What is needed.
Among the entries below, find every line that has "Zannini" and pull it out.

━━ Raw data ━━

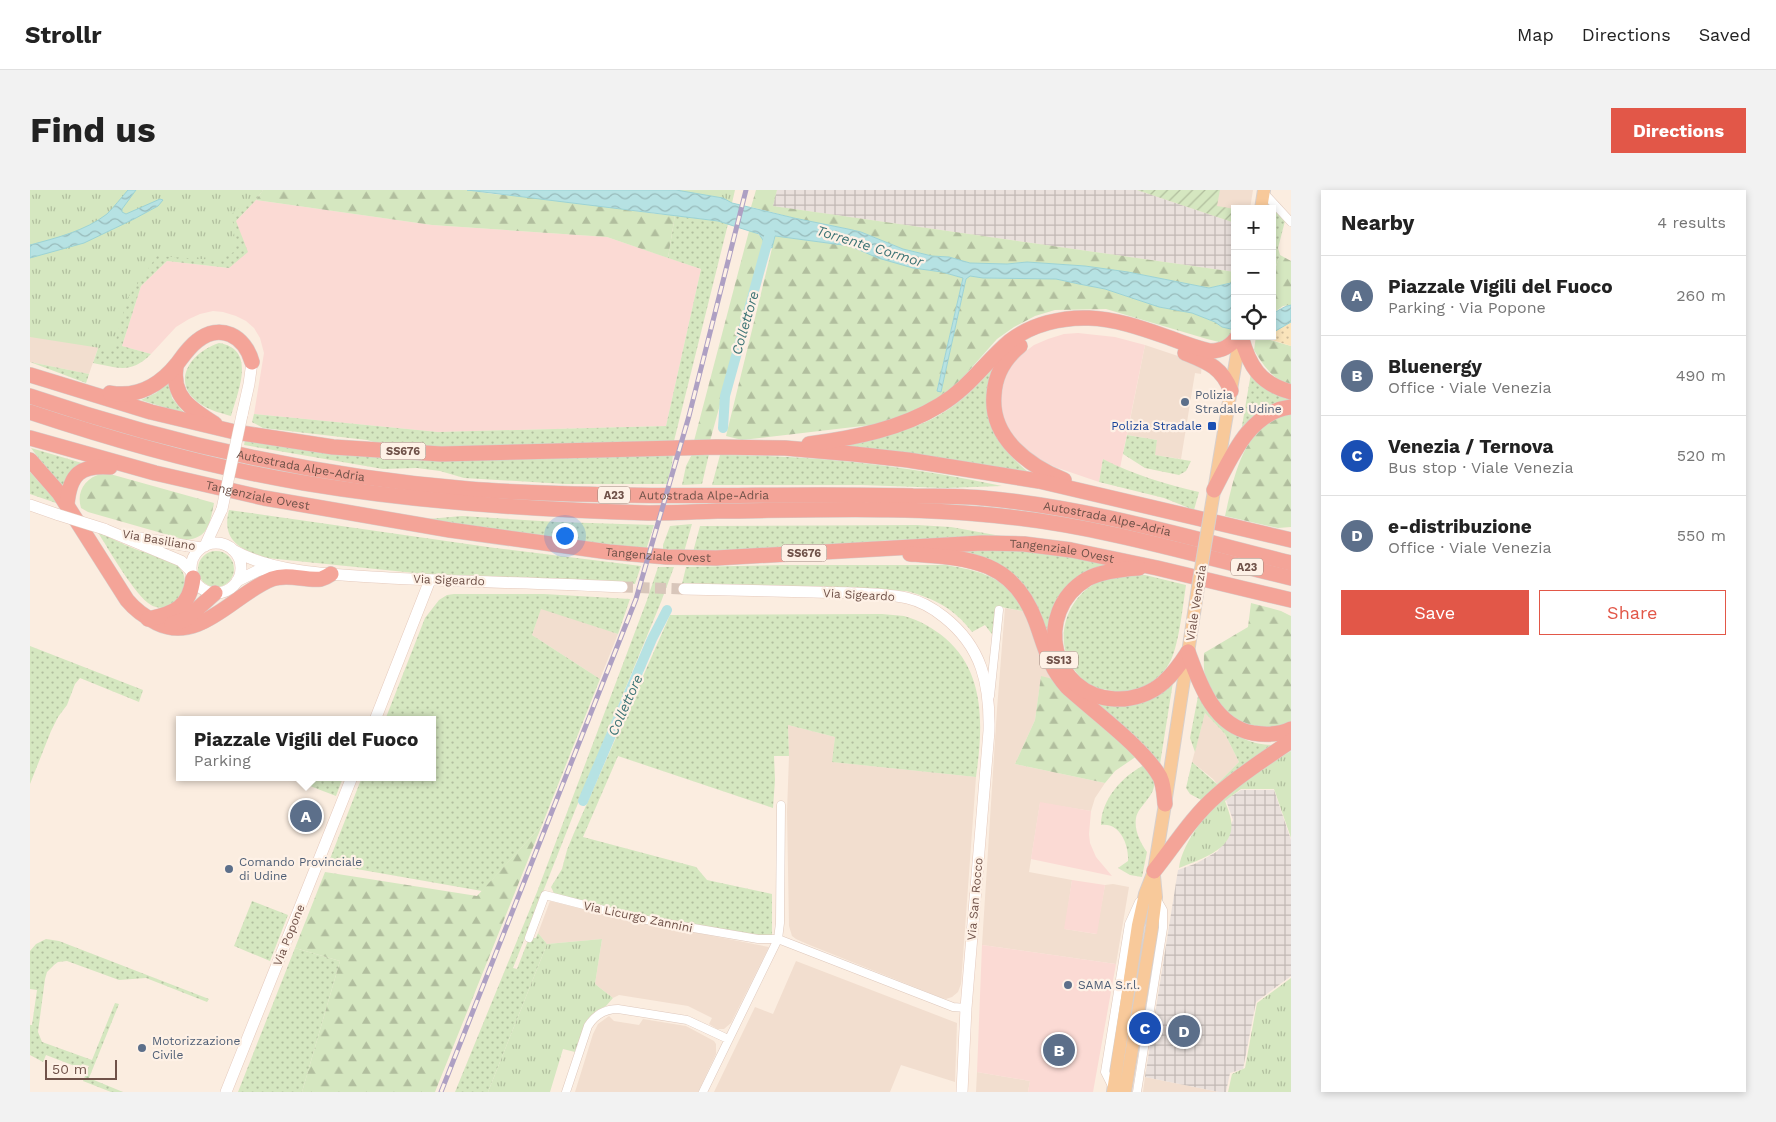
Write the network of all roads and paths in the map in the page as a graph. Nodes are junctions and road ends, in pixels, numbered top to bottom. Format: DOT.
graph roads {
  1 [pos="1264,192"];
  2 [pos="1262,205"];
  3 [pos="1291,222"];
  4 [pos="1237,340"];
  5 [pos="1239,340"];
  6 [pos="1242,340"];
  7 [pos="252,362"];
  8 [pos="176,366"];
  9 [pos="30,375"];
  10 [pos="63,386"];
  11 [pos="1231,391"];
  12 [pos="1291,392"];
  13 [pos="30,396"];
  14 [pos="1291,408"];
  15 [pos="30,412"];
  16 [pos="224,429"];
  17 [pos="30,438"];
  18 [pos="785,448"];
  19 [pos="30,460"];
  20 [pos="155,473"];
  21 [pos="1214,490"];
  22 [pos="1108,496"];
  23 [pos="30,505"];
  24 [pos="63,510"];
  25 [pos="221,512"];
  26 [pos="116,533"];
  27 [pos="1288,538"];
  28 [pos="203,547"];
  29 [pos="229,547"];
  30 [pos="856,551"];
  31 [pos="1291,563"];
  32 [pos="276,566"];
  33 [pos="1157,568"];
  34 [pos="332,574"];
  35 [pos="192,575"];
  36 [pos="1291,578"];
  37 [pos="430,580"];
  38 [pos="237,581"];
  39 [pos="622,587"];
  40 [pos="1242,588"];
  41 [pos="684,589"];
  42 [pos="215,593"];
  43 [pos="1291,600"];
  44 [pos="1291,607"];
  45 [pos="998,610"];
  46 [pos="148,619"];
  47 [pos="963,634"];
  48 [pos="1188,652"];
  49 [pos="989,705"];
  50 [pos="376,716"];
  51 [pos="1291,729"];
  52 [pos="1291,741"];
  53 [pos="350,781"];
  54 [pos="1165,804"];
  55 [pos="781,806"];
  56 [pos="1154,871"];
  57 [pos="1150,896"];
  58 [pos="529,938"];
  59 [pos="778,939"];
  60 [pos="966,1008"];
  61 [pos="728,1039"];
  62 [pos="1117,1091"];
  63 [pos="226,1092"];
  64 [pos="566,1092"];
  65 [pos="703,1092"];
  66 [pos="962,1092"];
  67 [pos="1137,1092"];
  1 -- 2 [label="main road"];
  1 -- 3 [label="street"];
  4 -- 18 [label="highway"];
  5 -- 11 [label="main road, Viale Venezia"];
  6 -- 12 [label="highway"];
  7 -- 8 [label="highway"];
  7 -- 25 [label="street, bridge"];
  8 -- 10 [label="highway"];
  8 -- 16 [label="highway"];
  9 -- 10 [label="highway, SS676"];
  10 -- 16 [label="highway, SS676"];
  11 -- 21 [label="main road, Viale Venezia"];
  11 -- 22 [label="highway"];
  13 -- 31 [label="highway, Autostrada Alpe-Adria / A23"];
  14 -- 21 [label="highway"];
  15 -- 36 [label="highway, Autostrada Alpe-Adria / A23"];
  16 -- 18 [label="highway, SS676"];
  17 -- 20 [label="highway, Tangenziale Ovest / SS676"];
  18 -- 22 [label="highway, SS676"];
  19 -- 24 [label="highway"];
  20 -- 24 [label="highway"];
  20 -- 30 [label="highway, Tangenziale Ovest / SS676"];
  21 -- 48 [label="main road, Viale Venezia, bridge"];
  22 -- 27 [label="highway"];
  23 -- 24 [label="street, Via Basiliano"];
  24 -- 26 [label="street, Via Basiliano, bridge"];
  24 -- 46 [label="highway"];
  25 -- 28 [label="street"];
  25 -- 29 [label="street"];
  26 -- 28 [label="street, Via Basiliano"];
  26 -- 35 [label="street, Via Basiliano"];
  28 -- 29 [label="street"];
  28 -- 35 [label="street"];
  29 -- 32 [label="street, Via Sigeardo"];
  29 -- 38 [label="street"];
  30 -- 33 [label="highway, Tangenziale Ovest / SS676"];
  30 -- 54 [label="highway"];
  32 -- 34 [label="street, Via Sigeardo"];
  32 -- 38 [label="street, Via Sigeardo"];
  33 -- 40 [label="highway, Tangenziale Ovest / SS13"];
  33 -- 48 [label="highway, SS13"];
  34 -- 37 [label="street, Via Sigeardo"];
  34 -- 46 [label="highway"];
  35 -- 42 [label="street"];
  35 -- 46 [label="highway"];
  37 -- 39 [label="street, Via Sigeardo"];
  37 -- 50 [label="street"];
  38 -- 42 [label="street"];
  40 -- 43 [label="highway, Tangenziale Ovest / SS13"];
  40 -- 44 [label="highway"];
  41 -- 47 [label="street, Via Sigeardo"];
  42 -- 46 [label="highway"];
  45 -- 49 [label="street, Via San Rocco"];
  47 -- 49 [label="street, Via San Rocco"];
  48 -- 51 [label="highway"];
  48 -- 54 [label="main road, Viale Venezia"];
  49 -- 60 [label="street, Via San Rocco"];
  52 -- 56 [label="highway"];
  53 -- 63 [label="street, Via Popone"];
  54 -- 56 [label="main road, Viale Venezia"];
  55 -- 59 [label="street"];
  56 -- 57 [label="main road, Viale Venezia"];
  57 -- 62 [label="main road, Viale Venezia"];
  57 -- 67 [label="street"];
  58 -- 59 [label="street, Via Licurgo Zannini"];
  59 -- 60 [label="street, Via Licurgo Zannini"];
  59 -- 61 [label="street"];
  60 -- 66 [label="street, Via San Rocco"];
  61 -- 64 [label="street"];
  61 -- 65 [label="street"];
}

━━━
━━ Raw data ━━

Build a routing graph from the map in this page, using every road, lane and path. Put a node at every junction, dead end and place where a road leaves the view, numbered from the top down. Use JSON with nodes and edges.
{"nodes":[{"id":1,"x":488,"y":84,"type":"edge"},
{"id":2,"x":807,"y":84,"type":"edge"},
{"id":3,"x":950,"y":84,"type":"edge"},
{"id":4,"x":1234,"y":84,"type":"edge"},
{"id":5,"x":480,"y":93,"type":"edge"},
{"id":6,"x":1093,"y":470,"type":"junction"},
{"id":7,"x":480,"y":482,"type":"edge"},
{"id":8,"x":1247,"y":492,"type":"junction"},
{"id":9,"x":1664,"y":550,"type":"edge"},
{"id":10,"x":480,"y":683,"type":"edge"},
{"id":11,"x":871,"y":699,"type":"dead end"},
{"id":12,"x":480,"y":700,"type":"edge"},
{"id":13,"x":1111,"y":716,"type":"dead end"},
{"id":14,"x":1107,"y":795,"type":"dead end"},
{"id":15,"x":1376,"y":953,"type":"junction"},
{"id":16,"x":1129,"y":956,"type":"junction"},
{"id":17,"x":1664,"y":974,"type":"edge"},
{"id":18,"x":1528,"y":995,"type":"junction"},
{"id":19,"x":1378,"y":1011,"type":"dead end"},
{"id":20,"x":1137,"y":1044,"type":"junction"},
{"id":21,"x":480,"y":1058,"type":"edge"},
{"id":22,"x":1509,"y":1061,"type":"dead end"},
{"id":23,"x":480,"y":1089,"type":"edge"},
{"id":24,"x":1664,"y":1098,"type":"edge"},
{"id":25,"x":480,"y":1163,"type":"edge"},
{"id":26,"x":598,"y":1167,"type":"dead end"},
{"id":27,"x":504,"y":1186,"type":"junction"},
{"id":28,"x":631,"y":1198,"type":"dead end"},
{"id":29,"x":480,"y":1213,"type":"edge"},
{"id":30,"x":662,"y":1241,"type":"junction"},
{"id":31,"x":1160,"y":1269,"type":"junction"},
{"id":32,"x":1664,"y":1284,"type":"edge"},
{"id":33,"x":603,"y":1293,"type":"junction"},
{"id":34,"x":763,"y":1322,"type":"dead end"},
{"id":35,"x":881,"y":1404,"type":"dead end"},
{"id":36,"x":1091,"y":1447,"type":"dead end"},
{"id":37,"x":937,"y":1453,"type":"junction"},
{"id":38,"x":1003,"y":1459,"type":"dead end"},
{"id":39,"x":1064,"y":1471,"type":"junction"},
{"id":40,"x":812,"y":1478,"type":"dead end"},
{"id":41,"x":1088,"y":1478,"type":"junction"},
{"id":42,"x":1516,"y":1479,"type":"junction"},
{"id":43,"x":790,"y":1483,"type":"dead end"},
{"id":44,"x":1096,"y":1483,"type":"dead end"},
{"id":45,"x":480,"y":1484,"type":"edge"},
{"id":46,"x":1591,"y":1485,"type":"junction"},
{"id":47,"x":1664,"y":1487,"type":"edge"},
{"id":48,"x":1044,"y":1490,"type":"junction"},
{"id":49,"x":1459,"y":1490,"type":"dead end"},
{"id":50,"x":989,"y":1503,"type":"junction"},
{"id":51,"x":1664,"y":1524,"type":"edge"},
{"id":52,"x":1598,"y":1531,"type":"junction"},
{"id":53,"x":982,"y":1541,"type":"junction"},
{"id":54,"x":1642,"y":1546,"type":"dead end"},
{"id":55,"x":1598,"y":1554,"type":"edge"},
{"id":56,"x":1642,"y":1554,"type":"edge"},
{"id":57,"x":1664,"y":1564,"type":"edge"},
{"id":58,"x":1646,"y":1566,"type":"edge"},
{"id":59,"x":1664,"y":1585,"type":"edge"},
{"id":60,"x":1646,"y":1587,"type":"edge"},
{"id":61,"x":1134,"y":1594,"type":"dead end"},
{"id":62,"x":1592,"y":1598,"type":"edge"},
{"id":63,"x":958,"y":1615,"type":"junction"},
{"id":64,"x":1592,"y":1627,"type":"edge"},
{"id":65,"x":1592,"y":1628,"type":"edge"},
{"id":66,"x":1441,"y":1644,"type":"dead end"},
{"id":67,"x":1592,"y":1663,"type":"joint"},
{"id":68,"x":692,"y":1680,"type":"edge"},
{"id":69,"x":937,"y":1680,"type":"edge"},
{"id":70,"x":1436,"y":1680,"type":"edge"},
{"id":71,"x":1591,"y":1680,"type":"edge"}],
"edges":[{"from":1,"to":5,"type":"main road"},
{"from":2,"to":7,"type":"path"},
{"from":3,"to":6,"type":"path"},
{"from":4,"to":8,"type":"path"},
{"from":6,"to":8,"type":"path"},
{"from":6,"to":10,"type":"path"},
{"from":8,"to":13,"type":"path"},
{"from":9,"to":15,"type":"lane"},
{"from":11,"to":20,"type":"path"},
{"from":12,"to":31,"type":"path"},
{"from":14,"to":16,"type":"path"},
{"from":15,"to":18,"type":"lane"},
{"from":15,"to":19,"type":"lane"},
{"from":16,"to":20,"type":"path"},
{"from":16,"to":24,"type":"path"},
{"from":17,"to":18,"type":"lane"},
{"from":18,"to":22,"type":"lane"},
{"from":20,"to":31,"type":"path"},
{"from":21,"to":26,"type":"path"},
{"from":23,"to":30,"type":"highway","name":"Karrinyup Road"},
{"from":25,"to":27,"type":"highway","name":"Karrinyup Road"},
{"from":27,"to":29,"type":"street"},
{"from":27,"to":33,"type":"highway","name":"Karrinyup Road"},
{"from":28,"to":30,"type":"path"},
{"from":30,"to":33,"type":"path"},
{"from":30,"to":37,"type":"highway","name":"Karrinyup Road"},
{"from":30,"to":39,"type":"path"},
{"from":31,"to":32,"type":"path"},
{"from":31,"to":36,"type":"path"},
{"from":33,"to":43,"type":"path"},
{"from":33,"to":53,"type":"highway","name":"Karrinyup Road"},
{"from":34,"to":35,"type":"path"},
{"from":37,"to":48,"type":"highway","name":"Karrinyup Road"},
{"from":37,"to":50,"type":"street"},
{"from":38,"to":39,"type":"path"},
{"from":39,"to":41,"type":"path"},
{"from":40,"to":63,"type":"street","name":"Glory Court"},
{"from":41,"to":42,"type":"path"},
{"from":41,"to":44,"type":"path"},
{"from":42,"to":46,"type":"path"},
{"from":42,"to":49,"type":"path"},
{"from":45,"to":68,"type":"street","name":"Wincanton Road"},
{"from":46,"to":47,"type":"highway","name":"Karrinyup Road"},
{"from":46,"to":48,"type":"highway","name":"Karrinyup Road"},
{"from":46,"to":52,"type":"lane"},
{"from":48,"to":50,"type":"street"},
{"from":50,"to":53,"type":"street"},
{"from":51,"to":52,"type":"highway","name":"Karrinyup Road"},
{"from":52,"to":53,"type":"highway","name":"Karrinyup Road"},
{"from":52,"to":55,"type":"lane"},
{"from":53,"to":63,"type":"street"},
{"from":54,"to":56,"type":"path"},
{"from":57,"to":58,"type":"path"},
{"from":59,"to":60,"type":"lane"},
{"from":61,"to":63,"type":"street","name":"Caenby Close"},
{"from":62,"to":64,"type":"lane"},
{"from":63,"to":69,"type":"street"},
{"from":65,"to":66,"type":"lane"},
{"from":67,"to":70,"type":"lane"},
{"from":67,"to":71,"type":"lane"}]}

━━━

Output for this task.
  58 -- 59 [label="street, Via Licurgo Zannini"];
  59 -- 60 [label="street, Via Licurgo Zannini"];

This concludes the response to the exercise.